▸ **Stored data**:
┄┄┄┄┄┄
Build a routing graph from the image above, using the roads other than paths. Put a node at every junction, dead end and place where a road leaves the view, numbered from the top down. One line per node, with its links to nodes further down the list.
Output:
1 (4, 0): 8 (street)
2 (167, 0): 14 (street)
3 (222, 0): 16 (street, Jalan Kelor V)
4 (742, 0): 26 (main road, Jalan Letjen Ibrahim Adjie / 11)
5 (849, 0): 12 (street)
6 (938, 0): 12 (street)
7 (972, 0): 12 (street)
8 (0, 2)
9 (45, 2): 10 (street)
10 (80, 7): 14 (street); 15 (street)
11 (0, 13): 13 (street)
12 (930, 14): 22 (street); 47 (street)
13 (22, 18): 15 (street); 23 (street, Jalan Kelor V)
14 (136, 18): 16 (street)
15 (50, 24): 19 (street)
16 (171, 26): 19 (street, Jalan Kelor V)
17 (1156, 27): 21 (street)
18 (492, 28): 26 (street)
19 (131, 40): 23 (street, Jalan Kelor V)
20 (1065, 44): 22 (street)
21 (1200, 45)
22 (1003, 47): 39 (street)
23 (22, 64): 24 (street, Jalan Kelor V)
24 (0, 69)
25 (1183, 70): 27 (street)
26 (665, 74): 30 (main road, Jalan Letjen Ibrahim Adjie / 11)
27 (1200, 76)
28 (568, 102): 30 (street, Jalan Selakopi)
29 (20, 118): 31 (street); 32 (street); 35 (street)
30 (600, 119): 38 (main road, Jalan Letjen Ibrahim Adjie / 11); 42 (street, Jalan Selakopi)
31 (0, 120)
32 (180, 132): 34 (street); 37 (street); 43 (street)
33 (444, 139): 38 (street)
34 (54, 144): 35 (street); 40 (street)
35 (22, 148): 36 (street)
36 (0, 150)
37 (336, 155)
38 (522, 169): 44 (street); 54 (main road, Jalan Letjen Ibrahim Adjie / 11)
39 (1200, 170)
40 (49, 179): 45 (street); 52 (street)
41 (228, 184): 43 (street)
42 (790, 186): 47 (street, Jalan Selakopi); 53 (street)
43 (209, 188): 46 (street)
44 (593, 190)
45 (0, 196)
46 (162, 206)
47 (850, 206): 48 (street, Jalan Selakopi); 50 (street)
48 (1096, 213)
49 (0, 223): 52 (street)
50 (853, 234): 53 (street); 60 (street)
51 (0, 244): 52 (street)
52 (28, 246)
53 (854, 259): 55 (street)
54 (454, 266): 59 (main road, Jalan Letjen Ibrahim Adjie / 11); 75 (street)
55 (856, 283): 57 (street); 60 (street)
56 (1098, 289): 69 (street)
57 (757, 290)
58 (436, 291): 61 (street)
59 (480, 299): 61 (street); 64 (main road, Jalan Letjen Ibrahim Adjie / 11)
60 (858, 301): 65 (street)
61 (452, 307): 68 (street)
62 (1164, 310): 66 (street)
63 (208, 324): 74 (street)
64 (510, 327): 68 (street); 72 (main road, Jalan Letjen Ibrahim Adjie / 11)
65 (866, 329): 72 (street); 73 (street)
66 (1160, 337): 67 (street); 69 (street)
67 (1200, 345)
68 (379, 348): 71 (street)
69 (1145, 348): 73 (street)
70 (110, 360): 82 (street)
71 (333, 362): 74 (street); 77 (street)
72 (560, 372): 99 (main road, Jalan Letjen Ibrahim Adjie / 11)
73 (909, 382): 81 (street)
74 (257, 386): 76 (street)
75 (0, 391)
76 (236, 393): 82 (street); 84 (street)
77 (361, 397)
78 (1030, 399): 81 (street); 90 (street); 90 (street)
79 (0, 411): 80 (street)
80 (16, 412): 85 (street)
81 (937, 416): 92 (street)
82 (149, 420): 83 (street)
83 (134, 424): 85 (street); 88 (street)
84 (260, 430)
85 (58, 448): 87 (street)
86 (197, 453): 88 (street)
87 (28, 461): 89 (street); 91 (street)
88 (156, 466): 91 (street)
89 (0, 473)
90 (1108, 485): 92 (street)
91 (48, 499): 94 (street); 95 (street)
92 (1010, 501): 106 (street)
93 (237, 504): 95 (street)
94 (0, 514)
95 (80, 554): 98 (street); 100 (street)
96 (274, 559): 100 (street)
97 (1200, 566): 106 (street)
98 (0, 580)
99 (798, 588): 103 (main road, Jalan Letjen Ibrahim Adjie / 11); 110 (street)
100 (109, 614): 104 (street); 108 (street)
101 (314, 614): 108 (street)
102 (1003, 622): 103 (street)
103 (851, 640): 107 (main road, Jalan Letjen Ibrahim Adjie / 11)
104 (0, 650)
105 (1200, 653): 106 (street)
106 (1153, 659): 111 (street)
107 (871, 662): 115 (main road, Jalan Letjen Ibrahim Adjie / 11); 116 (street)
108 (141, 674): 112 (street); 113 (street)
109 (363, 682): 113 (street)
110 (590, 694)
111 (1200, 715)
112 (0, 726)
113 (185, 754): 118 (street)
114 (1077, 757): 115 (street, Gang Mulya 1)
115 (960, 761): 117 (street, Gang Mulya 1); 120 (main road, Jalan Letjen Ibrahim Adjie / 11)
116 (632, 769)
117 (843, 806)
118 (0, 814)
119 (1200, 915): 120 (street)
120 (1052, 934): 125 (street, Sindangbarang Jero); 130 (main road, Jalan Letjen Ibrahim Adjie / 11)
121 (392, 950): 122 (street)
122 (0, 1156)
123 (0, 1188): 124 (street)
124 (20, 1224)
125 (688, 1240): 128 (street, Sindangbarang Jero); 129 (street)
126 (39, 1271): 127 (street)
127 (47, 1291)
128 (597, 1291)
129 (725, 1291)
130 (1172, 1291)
┄┄┄┄┄┄
▸ **What needs to be done**:
Please show all lines from the entries that contain the word "Sindangbarang".

▸ **Output**:
120 (1052, 934): 125 (street, Sindangbarang Jero); 130 (main road, Jalan Letjen Ibrahim Adjie / 11)
125 (688, 1240): 128 (street, Sindangbarang Jero); 129 (street)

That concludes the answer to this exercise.